Sometimes the evidence underlying these priorities can be limited, as can practical guidance on how to incorporate them into routine clinical care.

This did apply to chronic hepatitis B — a condition which affects more than 210 000 Australians — but no longer. A range of resources and guidelines has become available to guide testing, assessment and management in primary care. Some of these were discussed recently in MJA InSight, and we provide some examples at the end of this article.

Without access to care, up to a quarter of people living with chronic hepatitis B will develop advanced liver disease and/or liver cancer. Chronic viral hepatitis is the leading cause of primary liver cancer, the fastest increasing cause of cancer death in Australia.

Access to appropriate care is effective at preventing these outcomes, and has been found to be cost-effective in Australia.

However, two recent publications, with which we were involved, show that the current level of care is far from adequate.

The first of these publications explores the “cascade of care” for chronic hepatitis B in Australia.

Diagnosis is naturally the first step in providing care, but it is estimated that only just over half of all people living with chronic hepatitis B have been diagnosed. Only 13% of those living with hepatitis B received an annual viral load test to monitor their disease activity in 2013, despite recommendations that this should occur for all patients.

Australia’s National Hepatitis B Strategy sets a treatment target of 15% coverage of all people living with chronic hepatitis B with antiviral therapy, yet current uptake is only 5%.

The other recent publication exploring this issue is the Second National Hepatitis B Mapping Report, which examines these and other indicators at a local level. It helps explain why access is so low, and where the need is greatest. For example, in rural areas antiviral treatment coverage is even lower than the national average, in some areas less than 2%.

However, even in communities with the highest coverage — largely in urban areas of Sydney and Melbourne — less than a third of those living with chronic hepatitis B are receiving guideline-based care. Another key factor in the response to chronic hepatitis B is the high concentration of the burden in these communities, with more than half of those diagnosed with chronic hepatitis B in the past 15 years living in just 10 of the 61 Medicare Locals areas in Australia.

Why is access to care so low and what can be done about it?

Improving awareness is a key priority. The groups with the greatest burden of hepatitis B in Australia are migrants from endemic areas and Aboriginal and Torres Strait Islander people. These communities often experience lower health care access, face ongoing stigma and discrimination, may have reduced health literacy, and experience other barriers to engagement with preventive health care.

As for clinicians, it has been demonstrated that the level of awareness regarding the natural history and availability of treatment for chronic hepatitis B could be improved.

Hepatitis B serology can be confusing. While there are now clear guidelines regarding who to test and how to do so, these could be incorporated into practice management software or clinical resources to maximise their utility for clinicians.

Even when a patient is diagnosed, GPs (including those who have undertaken additional training) are currently not permitted to initiate antiviral treatment when required. This restriction is clearly a barrier to care, and in many cases forces patients with straightforward treatment requirements onto lengthy waiting lists to attend public hospital clinics.

This can also delay specialist review for those with advanced disease or complex needs who do require specialist care.

The majority of deaths due to hepatitis B are avoidable, mandating that we address this deficit in access to care.

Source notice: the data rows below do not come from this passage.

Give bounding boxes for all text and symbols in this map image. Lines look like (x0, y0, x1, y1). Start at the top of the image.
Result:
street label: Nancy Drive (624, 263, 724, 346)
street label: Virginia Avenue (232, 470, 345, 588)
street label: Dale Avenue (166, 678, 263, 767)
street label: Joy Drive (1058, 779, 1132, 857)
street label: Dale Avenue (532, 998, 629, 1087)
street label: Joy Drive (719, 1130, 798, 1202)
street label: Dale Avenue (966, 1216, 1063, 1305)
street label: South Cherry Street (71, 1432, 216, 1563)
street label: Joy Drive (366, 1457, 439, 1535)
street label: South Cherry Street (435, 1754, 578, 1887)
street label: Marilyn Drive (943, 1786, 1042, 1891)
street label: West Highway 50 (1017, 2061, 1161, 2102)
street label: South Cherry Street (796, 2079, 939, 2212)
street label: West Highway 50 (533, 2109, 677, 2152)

The gap between high-level strategies on one side, and actual resources and programs on the other, is large and steadily growing. We cannot allow this gap to widen further as the number of deaths attributable to hepatitis B rises.

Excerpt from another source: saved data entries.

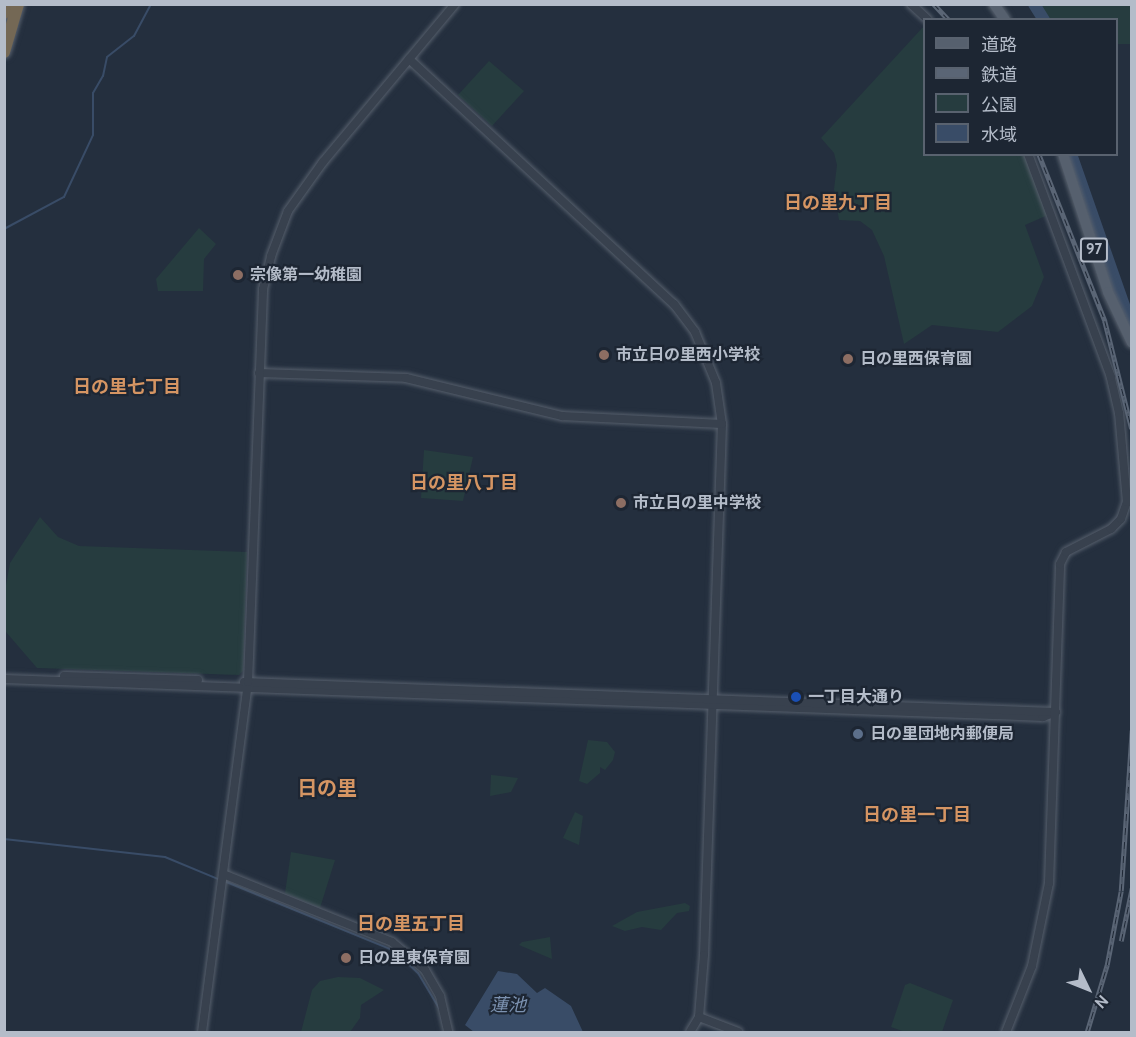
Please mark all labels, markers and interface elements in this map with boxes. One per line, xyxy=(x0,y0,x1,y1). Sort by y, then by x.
legend xyxy=(923,18,1118,156)
text: 道路 xyxy=(981,34,1017,56)
text: 鉄道 xyxy=(981,64,1017,86)
text: 公園 xyxy=(981,94,1017,116)
text: 水域 xyxy=(981,124,1017,146)
district label: 日の里九丁目 xyxy=(784,192,892,214)
road number: 97 xyxy=(1079,238,1109,262)
place label: 宗像第一幼稚園 xyxy=(250,265,362,285)
marker: 宗像第一幼稚園 xyxy=(231,268,245,282)
place label: 市立日の里西小学校 xyxy=(616,345,760,365)
marker: 市立日の里西小学校 xyxy=(597,348,611,362)
place label: 日の里西保育園 xyxy=(860,349,972,369)
marker: 日の里西保育園 xyxy=(841,352,855,366)
district label: 日の里七丁目 xyxy=(73,376,181,398)
district label: 日の里八丁目 xyxy=(410,472,518,494)
place label: 市立日の里中学校 xyxy=(633,493,761,513)
marker: 市立日の里中学校 xyxy=(614,496,628,510)
place label: 一丁目大通り xyxy=(808,687,904,707)
marker: 一丁目大通り xyxy=(789,690,803,704)
place label: 日の里団地内郵便局 xyxy=(870,724,1014,744)
marker: 日の里団地内郵便局 xyxy=(851,727,865,741)
district label: 日の里 xyxy=(297,776,357,800)
district label: 日の里一丁目 xyxy=(863,804,971,826)
district label: 日の里五丁目 xyxy=(357,913,465,935)
place label: 日の里東保育園 xyxy=(358,948,470,968)
marker: 日の里東保育園 xyxy=(339,951,353,965)
north arrow xyxy=(1058,959,1118,1019)
text: N xyxy=(1091,991,1112,1012)
water label: 蓮池 xyxy=(490,994,526,1016)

Using the new evidence and the tools already available, we must act now.

List of Resources

•    B Positive: All you wanted to know about hepatitis B: a guide for primary care providers
•    The National Hepatitis B Testing Policy
•    The Hepatitis B Decision Making Algorithm
•    ASHM training for management of chronic hepatitis B
•    Australian Family Physician – Hepatitis B serology and Chronic hepatitis B: What’s new?

Dr Jennifer MacLachlan is an epidemiologist at the Victorian Infectious Diseases Reference Laboratory, Royal Melbourne Hospital.
Associate Professor Benjamin Cowie is an infectious diseases physician with the Victorian Infectious Diseases Service and an epidemiologist at the WHO Regional Reference Laboratory for Hepatitis B, Victorian Infectious Diseases Reference Laboratory, The Doherty Institute.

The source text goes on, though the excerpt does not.